Les études présentées ici montrent que tous les salariés ne réagissent pas de la même manière au plafonnement de leur carrière. Leur satisfaction à l’égard des diverses facettes du travail peut s’en trouver plus ou moins affectée selon leur âge, leur ancienneté, leur sexe, leur niveau hiérarchique ou leur niveau de scolarité. Certains facteurs liés aux caractéristiques de l’emploi peuvent modérer les conséquences du plafonnement de carrière et, en particulier, l’ambiguïté de rôles, le potentiel d’enrichissement du poste et la participation à la prise de décision. Nous chercherons à mesurer cette influence en montrant dans quelle mesure chacune de ces variables renforce la relation après avoir pris en compte l’effet des variables individuelles considérées comme variables de contrôle.

Méthodologie

Population et méthode

Les données de cette recherche ont été recueillies par questionnaire dans trois grands secteurs de l’économie au Canada : l’industrie des pâtes et papiers, le secteur des services à la consommation, en l’occurrence le domaine de l’alimentation, et les secteurs public et parapublic. Le questionnaire a été distribué aux cadres de tous les niveaux, du superviseur (agent de maîtrise, contremaître) aux plus hauts dirigeants (président, directeur général, vice-président). Notre échantillon comprend 3067 cadres répartis dans 41 établissements (usines et sièges sociaux) et associations de cadres. Le taux de réponse oscille entre 23% et 42 %, selon les cas. Les sujets sont en grande majorité de sexe masculin (87 %) et de langue française (89 %), ils sont âgés en moyenne de 43,4 ans et ils possèdent plus de 22 années d’expérience de travail, dont près de 16 années auprès de leur employeur actuel. Nos répondants occupent le même emploi depuis 6,9 années en moyenne; en outre, 90 % des sujets de notre enquête indiquent avoir des responsabilités directes de supervision et ils ont en moyenne 14 subordonnés.

Instruments de mesure

Mesures de plafonnement : Deux types de plafonnements ont été étudiés, le plateau objectif (carrière objective) et le plateau subjectif (carrière subjective). Le plateau objectif a été mesuré par le nombre d’années passées à un même poste. Afin d’éviter de classer comme mobiles et non plafonnés des sujets qui commencent leur carrière en gestion, nous avons décidé d’exclure de notre échantillon tous les répondants qui avaient moins de cinq années d’ancienneté dans leur organisation actuelle. En raison de cette restriction, plus de 884 sujets ont été éliminés de nos analyses, ce qui représente 28,8 % de l’ensemble des participants. Pour différencier les sujets relativement au plafonnement objectif, il a été décidé que les individus qui avaient au moment de l’enquête moins de six années d’expérience dans le même poste seraient classés comme non plafonnés et les autres sujets seraient classés comme plafonnés.

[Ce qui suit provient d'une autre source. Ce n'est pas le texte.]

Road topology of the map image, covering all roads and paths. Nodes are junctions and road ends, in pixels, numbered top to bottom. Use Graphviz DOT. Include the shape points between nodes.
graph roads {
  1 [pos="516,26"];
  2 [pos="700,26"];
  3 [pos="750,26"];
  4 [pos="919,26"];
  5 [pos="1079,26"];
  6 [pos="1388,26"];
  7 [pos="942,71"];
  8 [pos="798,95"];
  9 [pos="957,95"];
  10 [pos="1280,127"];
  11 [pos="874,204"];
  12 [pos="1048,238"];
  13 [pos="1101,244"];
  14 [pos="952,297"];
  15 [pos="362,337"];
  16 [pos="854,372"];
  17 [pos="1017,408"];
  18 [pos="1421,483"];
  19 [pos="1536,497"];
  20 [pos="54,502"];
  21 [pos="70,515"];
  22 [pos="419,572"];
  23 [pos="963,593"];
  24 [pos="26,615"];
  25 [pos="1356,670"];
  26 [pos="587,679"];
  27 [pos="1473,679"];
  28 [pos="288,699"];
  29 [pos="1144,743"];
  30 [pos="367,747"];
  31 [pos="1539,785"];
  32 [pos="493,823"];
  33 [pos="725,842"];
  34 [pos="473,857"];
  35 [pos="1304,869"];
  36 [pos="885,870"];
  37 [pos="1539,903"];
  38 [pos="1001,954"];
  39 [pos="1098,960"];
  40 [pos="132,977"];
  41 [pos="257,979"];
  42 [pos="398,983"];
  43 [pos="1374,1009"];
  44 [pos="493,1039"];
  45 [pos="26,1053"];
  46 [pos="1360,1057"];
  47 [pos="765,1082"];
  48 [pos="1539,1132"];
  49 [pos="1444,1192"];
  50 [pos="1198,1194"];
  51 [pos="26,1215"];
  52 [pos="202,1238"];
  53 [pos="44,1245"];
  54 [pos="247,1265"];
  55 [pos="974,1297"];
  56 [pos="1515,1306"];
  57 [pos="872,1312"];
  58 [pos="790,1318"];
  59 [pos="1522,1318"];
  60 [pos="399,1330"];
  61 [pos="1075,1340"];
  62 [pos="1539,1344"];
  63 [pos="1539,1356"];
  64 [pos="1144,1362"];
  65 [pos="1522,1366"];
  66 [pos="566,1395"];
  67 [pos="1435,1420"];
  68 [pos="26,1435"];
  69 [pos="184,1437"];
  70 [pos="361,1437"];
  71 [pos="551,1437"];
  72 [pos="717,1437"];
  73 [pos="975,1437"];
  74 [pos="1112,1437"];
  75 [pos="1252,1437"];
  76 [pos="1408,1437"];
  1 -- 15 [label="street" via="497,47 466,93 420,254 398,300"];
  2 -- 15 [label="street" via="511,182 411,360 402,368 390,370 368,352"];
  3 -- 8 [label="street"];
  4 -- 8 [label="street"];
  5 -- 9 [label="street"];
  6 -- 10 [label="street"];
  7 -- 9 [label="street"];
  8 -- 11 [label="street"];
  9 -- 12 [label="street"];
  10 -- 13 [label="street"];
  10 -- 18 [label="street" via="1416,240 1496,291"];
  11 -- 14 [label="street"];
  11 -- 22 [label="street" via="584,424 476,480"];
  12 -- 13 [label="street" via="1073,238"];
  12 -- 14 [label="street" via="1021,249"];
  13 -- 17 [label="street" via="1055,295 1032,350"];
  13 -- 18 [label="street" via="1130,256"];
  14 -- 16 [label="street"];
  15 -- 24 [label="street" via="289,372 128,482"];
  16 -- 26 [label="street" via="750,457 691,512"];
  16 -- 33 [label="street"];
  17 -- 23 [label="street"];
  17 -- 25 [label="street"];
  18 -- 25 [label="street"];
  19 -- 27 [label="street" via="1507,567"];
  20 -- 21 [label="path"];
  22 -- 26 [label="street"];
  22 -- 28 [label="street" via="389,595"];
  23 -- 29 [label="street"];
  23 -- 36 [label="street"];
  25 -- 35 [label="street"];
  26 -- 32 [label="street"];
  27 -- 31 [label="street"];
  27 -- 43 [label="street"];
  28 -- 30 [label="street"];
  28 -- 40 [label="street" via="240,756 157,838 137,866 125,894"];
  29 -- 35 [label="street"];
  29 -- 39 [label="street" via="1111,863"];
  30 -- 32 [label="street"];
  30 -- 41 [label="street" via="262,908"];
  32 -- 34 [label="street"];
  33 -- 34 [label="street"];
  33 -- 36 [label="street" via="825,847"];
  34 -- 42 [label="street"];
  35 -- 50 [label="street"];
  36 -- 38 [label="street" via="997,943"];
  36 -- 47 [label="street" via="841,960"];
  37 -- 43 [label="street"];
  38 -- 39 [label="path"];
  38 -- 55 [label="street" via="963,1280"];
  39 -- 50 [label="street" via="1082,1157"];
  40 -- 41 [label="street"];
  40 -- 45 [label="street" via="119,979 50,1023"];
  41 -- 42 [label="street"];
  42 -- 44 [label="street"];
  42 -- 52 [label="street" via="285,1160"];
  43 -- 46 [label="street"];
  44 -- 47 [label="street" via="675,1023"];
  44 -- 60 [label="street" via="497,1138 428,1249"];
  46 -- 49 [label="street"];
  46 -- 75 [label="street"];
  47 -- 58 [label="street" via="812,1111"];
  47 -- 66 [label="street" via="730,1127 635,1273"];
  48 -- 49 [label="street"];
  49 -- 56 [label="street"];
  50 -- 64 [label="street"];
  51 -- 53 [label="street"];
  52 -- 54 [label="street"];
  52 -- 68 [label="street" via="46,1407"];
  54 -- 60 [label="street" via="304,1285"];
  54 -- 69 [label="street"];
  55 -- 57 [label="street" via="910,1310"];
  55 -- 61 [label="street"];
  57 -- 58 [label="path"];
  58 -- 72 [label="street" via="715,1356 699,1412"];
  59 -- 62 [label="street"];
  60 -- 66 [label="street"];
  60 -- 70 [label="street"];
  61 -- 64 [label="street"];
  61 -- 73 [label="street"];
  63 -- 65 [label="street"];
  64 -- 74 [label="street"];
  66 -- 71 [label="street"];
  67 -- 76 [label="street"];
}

Le plafonnement subjectif a été mesuré par deux questions auxquelles les sujets devaient répondre soit positivement, soit négativement, soit par un point d’interrogation : « Pensez-vous être demeuré à votre niveau beaucoup trop longtemps ? » et « J’occupe une position sans issue ». Étaient considérés comme non plafonnés ceux qui avaient répondu « non » (code 1) à chacun de ces deux énoncés, comme plafonnés ceux qui avaient répondu par l’affirmative (code 3) à ces deux énoncés comme incertains (code 2) les individus qui avaient répondu « oui » à l’une des deux questions et « non » à l’autre. Le coefficient de fiabilité obtenu est de alpha = 0,62.

Les conséquences étudiées : Les mesures de la satisfaction à l’égard de l’entreprise, du supérieur immédiat, du travail en soi et des collègues ont été obtenues à l’aide de l’échelle de Warr et Routledge (1969). Deux mesures d’attitudes plus générales ont également été étudiées, la satisfaction générale par rapport à l’emploi et la satisfaction par rapport à la carrière. La satisfaction par rapport à l’emploi est une adaptation de l’index de Quinn et Shepard (1974, alpha = 0,74). La satisfaction à l’égard de la carrière a été mesurée par un instrument comprenant cinq items sur une échelle de type Likert de 4 points allant de « absolument vrai » à « absolument faux » (ex. : « cette organisation m’offre de nombreuses possibilités d’avancement »). Le coefficient de fiabilité alpha de cet instrument est de 0,81.

Les variables modératrices : Le potentiel d’enrichissement du poste (PEP) a été mesuré par un indice composé de quatre énoncés touchant la variété du travail, ses conséquences sur l’organisation, la marge de manœuvre et l’adéquation des compétences et des exigences du travail. Le coefficient de cohérence interne de cette mesure est de 0,70. Le degré d’ambiguïté de rôles a été mesuré par l’instrument de Rizzo et coll. (1970) et House et coll. (1983). Le coefficient de cohérence interne de cette mesure est de 0,76. Le degré de participation aux décisions a été mesuré par la somme de huit expressions concernant la participation aux décisions touchant le travail, les politiques affectant le personnel cadre de l’organisation, l’ensemble de l’organisation, la planification de carrière, la formation et le perfectionnement, l’évaluation du rendement et l’établissement des politiques de rémunération. Pour chacune de ces huit décisions, le répondant devait évaluer, sur une échelle de cinq points allant de (1) (« d’autres décident pour moi ») à (5) (« je décide complètement »), jusqu’à quel point il avait la possibilité de participer à ces décisions. Le coefficient de cohérence interne de cette mesure est de 0,77.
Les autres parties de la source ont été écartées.